GOAL OF THE EXERCISE: Search the data below for "Arlete"; list each line that holds it.
-------- EXTRACTED MATERIAL --------
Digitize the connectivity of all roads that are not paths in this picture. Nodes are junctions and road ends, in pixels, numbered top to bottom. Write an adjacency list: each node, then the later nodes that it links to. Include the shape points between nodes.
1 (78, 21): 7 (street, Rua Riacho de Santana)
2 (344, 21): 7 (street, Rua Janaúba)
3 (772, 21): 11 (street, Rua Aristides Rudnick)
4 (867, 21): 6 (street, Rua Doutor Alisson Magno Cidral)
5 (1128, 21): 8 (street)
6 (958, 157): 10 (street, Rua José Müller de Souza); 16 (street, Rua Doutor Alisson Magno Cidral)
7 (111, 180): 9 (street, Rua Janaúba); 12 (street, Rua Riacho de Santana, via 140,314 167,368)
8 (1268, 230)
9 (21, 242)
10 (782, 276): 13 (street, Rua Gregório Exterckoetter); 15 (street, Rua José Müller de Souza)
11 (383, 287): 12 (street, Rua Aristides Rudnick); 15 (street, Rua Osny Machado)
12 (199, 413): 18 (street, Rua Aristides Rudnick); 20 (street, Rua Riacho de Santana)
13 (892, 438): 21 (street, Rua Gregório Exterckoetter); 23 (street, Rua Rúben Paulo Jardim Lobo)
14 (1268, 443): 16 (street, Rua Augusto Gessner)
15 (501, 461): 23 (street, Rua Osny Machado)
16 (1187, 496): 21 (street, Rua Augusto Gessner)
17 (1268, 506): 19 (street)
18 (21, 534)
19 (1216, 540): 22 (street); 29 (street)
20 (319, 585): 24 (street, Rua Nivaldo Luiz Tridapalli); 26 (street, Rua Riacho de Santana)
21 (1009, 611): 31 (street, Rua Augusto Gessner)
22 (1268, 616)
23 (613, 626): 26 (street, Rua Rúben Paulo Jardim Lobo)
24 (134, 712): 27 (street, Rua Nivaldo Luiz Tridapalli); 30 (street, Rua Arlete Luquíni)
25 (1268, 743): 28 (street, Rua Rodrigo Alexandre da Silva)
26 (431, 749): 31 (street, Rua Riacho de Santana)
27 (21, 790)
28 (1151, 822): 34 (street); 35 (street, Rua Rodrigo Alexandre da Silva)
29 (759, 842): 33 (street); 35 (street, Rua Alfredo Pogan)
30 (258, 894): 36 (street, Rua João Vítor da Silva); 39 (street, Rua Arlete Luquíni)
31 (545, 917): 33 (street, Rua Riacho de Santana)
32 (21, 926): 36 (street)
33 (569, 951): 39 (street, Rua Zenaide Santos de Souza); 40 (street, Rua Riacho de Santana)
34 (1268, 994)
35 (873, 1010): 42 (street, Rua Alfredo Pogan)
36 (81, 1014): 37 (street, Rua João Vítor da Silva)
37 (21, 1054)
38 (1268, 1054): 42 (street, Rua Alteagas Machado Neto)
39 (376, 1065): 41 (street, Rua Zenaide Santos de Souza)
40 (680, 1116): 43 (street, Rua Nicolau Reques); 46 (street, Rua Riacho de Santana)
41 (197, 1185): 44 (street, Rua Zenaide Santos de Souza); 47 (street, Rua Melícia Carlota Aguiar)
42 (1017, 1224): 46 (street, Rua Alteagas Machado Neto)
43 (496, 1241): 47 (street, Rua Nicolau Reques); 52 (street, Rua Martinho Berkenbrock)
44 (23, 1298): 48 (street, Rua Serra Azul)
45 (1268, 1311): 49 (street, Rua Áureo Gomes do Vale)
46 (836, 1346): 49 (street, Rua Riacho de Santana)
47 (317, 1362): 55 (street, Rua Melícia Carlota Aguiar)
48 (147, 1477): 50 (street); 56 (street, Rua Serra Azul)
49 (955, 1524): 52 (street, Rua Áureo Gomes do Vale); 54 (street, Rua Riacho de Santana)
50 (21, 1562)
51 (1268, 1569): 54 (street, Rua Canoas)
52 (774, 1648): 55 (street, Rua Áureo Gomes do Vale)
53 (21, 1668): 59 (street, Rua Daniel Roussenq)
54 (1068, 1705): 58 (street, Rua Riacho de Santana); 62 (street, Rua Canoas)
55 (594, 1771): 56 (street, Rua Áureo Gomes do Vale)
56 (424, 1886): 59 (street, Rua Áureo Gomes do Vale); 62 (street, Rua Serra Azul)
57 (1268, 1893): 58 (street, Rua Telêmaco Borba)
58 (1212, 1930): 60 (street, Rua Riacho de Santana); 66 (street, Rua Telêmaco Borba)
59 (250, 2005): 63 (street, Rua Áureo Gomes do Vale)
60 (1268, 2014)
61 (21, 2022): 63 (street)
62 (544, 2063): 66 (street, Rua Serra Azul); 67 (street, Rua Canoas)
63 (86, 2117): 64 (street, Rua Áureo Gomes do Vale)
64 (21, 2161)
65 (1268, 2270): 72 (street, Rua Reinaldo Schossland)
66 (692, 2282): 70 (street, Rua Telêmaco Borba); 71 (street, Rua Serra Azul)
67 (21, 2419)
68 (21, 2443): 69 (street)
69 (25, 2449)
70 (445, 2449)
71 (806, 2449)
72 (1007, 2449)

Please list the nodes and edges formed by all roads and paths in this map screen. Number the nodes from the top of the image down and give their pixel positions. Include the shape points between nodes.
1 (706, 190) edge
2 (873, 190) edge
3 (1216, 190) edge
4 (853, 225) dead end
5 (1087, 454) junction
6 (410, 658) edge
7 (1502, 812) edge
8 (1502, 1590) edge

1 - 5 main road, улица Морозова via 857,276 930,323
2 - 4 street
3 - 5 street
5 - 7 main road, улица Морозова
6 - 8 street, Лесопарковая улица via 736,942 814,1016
--------
RESPONSE TO THIS TASK:
24 (134, 712): 27 (street, Rua Nivaldo Luiz Tridapalli); 30 (street, Rua Arlete Luquíni)
30 (258, 894): 36 (street, Rua João Vítor da Silva); 39 (street, Rua Arlete Luquíni)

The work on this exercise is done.